Lumbar Posterior Interspinous Process Device Placement
If you have severe low back pain, it may be caused by the degeneration of bones in your spine called processes. Run your hand over your spine. The protruding structures that you feel are the processes. Lumbar posterior interspinous process device placement is a minimally invasive surgery used to treat lumbar spinal stenosis. Interspinous devices also assist in other spinal degeneration conditions such as facet syndrome, discopathy, and lumbar instability.
This procedure is one of a new series of minimally invasive spine surgeries that have superseded previous ones, and it is known to deliver more satisfying patient outcomes.
Potential Benefits of Interspinous Process Device Placement
The interspinous process device expands the space available for your nerves and spinal cord. Compared to traditional surgery such as a laminectomy, the newer surgery does not require the removal of bone and produces less trauma on the ligaments and muscles supporting the spine.
Additional benefits of this procedure include the following:
- Preserve spinal motion (Mobility is limited but, unlike fusion, you can still move your spine)
- Lower risk of infection
- Less blood loss
- Can be performed as an outpatient procedure (inpatient may be recommended)
What Are Interspinous Devices?
There are several types of process devices. Some of these devices were used in spinal fusion surgeries and are now used as standalone devices. The coflex device is a single-piece titanium implant that goes in the back of your spine. It is an excellent option for decompression in individuals needing Anterior Scoliosis Correction (ASC) and is also useful for treating spinal stenosis.
Whereas early versions of spinal hardware consisted of screws and rods, interspinous devices now consist of the following combinations of materials:
- Screws and cords
- Screws and flexible rods or inflatable rods
- Screws, cords, and spacers
- Mechanical screws and rods with moving pieces
- Flexible screws and flexible rods
While reading this list of hardware may seem intimidating, it represents a vast improvement over devices available just a few decades ago.
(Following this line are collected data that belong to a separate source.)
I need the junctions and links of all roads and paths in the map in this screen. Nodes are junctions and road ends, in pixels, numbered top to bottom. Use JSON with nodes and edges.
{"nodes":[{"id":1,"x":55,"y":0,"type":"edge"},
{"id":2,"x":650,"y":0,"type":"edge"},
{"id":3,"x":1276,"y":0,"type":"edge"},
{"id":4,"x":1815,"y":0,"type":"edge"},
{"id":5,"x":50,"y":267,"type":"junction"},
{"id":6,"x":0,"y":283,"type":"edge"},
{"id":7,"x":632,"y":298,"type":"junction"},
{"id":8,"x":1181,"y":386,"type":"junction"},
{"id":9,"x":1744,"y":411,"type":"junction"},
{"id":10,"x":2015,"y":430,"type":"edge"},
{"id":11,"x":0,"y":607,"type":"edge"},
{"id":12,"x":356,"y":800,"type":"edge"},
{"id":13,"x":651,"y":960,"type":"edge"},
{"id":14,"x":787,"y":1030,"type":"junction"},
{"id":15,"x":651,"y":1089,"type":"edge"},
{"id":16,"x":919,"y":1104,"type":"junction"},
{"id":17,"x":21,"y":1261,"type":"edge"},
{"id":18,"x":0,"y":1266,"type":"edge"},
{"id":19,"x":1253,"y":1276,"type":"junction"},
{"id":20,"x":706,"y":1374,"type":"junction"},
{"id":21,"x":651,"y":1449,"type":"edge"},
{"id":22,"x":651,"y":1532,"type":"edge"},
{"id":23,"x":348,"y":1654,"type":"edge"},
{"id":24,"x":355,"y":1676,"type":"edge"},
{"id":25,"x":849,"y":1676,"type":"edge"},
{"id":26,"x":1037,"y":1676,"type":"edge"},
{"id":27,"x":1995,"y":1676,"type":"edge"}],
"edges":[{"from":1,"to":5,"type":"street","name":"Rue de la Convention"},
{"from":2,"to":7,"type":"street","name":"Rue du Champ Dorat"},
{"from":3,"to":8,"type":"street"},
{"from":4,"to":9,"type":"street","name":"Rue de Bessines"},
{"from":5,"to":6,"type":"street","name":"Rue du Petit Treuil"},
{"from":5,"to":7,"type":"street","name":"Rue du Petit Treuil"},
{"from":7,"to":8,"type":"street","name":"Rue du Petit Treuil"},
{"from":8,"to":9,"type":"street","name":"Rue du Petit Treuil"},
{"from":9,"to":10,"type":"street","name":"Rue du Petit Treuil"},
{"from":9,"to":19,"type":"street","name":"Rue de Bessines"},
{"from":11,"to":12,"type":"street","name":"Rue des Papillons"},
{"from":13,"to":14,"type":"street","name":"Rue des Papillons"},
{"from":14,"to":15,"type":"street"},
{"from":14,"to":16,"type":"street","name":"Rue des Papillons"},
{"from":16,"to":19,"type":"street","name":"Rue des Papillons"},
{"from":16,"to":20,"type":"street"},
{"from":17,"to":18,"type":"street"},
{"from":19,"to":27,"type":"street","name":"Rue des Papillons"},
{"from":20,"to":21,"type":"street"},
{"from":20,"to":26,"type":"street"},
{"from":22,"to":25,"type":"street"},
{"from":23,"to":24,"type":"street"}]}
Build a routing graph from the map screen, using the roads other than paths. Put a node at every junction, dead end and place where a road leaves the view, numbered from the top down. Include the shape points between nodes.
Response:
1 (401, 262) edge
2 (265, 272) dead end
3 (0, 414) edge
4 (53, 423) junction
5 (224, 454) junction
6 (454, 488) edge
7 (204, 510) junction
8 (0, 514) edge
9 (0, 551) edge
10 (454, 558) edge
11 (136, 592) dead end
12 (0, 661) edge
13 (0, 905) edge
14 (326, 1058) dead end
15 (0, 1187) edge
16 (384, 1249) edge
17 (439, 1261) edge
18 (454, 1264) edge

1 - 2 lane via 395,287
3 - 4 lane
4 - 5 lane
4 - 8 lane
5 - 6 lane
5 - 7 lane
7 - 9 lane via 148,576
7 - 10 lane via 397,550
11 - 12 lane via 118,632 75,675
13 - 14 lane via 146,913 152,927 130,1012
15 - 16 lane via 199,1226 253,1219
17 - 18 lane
This improves your recovery time frame and overall functionality following the surgery.
Risks Related to Lumbar Posterior Interspinous Process Device Placement
Although this surgery does not require cutting through muscles or removing bone, you may still face the following risks:
- The device can move out of place
- For those with osteoporosis, bone can settle around the device
- When the implant is placed, the spinous process may fracture
- The device may not provide enough pain relief, leading to additional surgery
Who is NOT a Good Candidate for this Surgery?
Some patients are not good candidates for lumbar posterior interspinous process device placement, including those with the following conditions:
- Bowel or bladder dysfunction, which sometimes occurs because the nerve root in your lower back is compressed. This condition permanently affects movement as well as sensation.
- An infection
- Severe osteoporosis
- Allergy to titanium
What to Expect During Interspinous Process Device Placement Recovery
Recovery from the surgery includes soreness around the surgery site. Dr. Lewis will provide specific instructions regarding your activities following the procedure. In general, avoid bending backward, climbing stairs, lifting heavy objects, and vigorous exercise.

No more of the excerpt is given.